**Task to complete**
Would you filter these records and copy every line that has the word "Kléber"?

Saved entries:

□ □ □ □ □

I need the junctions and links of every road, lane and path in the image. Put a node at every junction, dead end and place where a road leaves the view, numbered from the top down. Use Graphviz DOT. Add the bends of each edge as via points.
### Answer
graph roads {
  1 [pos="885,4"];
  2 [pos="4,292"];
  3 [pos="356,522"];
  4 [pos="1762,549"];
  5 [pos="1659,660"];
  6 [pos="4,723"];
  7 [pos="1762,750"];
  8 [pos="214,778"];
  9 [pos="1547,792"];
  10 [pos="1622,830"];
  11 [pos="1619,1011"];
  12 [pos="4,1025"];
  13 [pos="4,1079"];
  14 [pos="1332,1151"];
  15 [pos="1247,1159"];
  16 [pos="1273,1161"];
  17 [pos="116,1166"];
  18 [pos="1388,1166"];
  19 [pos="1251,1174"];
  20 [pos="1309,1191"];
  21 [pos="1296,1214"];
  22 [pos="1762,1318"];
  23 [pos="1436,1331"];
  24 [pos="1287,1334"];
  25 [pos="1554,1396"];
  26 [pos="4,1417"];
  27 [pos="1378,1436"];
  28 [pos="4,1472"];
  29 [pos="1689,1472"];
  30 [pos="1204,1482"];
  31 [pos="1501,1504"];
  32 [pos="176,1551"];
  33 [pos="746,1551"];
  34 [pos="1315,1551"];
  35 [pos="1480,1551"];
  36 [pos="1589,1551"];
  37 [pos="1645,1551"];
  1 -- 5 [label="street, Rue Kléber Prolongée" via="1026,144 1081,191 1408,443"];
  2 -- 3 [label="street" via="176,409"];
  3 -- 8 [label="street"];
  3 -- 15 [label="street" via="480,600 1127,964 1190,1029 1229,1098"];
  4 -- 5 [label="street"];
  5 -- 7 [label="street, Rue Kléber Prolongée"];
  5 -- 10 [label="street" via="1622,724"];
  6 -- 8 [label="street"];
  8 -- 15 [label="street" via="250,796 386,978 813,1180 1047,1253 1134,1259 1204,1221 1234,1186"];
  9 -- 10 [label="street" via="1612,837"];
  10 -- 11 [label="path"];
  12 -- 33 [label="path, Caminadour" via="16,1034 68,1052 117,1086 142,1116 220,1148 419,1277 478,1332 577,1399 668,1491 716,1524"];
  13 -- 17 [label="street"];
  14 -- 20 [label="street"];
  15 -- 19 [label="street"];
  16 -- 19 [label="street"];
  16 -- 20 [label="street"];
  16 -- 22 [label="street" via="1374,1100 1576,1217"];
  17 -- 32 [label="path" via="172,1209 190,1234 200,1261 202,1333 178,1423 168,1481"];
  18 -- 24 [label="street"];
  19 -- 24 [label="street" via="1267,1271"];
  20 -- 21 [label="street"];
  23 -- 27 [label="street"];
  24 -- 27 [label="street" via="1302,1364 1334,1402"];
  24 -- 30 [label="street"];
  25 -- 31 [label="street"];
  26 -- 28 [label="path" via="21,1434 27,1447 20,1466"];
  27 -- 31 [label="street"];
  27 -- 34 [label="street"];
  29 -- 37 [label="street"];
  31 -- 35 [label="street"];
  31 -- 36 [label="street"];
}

□ □ □ □ □

**Answer to this problem**
  1 -- 5 [label="street, Rue Kléber Prolongée" via="1026,144 1081,191 1408,443"];
  5 -- 7 [label="street, Rue Kléber Prolongée"];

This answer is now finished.